══ TASK MATERIAL ══

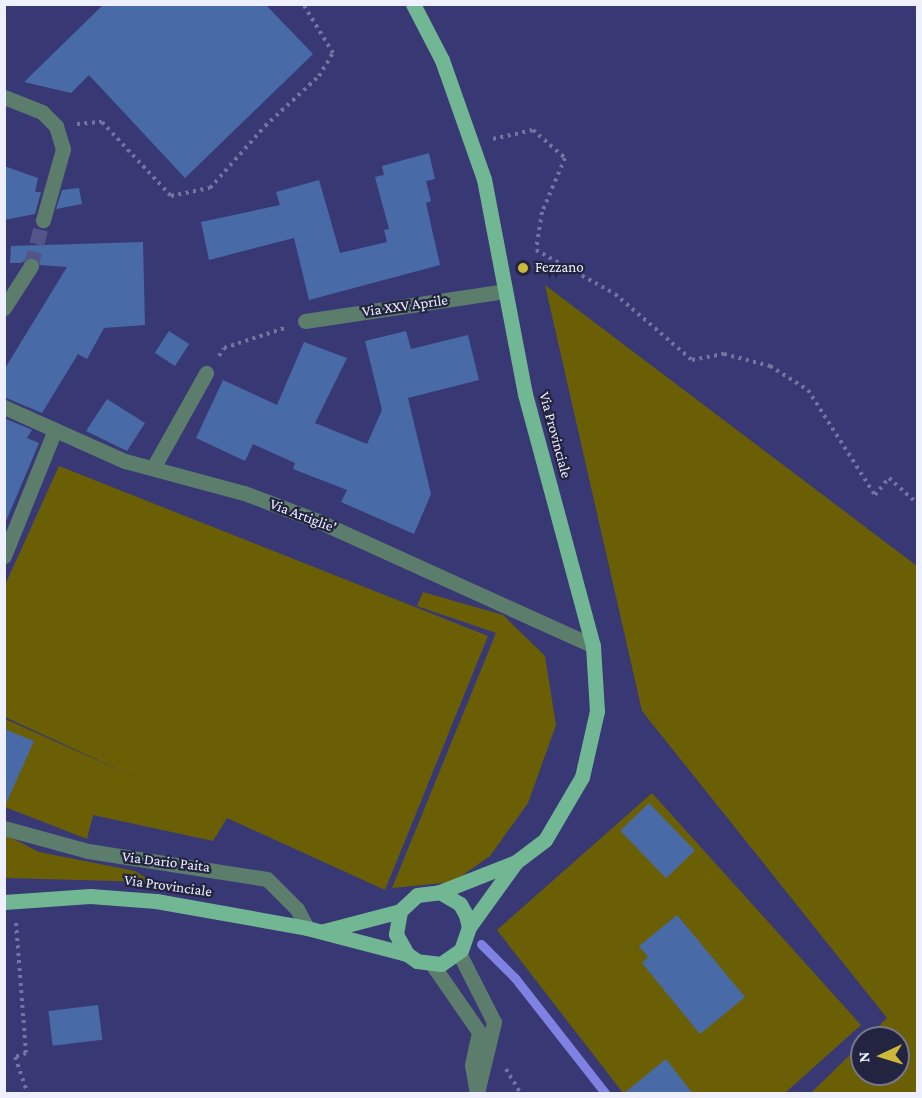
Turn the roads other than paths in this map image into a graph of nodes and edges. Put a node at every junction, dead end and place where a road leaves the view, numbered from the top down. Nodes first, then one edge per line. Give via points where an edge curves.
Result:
1 (413, 4) edge
2 (4, 97) edge
3 (43, 220) tunnel mouth
4 (31, 266) tunnel mouth
5 (505, 291) junction
6 (4, 308) edge
7 (305, 321) road end
8 (206, 373) road end
9 (4, 407) edge
10 (55, 430) junction
11 (153, 468) junction
12 (11, 527) edge
13 (4, 556) edge
14 (593, 646) junction
15 (4, 828) edge
16 (516, 862) junction
17 (440, 892) junction
18 (9, 902) edge
19 (400, 911) junction
20 (469, 927) junction
21 (307, 928) junction
22 (324, 932) junction
23 (459, 953) junction
24 (407, 954) junction
25 (432, 964) junction

1 - 5 main road, Via Provinciale via 442,60 477,159
2 - 3 street via 42,112 56,126 63,149
4 - 6 street
5 - 7 street, Via XXV Aprile
5 - 14 main road, Via Provinciale via 525,394
8 - 11 street
9 - 10 street, Via Artiglie'
10 - 11 street, Via Artiglie'
10 - 12 street
11 - 14 street, Via Artiglie' via 244,494 318,521
12 - 13 street
14 - 16 main road, Via Provinciale via 597,711 582,777 545,840
15 - 21 street, Via Dario Paita via 88,851 267,879 297,909
16 - 17 main road
16 - 20 main road
17 - 19 main road via 417,895
17 - 20 main road via 460,904
18 - 21 main road, Via Provinciale via 126,898
19 - 22 main road
19 - 24 main road via 396,934
20 - 23 main road
21 - 22 main road, Via Provinciale
22 - 24 main road, Via Provinciale
23 - 25 main road
23 - 25 street via 494,1022 477,1093 472,1065 478,1032
24 - 25 main road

═══

WORK ORDER:
Word for word, give the data above again, without any images.

RESULT FOR THIS TASK:
Turn the roads other than paths in this map image into a graph of nodes and edges. Put a node at every junction, dead end and place where a road leaves the view, numbered from the top down. Nodes first, then one edge per line. Give via points where an edge curves.
Result:
1 (413, 4) edge
2 (4, 97) edge
3 (43, 220) tunnel mouth
4 (31, 266) tunnel mouth
5 (505, 291) junction
6 (4, 308) edge
7 (305, 321) road end
8 (206, 373) road end
9 (4, 407) edge
10 (55, 430) junction
11 (153, 468) junction
12 (11, 527) edge
13 (4, 556) edge
14 (593, 646) junction
15 (4, 828) edge
16 (516, 862) junction
17 (440, 892) junction
18 (9, 902) edge
19 (400, 911) junction
20 (469, 927) junction
21 (307, 928) junction
22 (324, 932) junction
23 (459, 953) junction
24 (407, 954) junction
25 (432, 964) junction

1 - 5 main road, Via Provinciale via 442,60 477,159
2 - 3 street via 42,112 56,126 63,149
4 - 6 street
5 - 7 street, Via XXV Aprile
5 - 14 main road, Via Provinciale via 525,394
8 - 11 street
9 - 10 street, Via Artiglie'
10 - 11 street, Via Artiglie'
10 - 12 street
11 - 14 street, Via Artiglie' via 244,494 318,521
12 - 13 street
14 - 16 main road, Via Provinciale via 597,711 582,777 545,840
15 - 21 street, Via Dario Paita via 88,851 267,879 297,909
16 - 17 main road
16 - 20 main road
17 - 19 main road via 417,895
17 - 20 main road via 460,904
18 - 21 main road, Via Provinciale via 126,898
19 - 22 main road
19 - 24 main road via 396,934
20 - 23 main road
21 - 22 main road, Via Provinciale
22 - 24 main road, Via Provinciale
23 - 25 main road
23 - 25 street via 494,1022 477,1093 472,1065 478,1032
24 - 25 main road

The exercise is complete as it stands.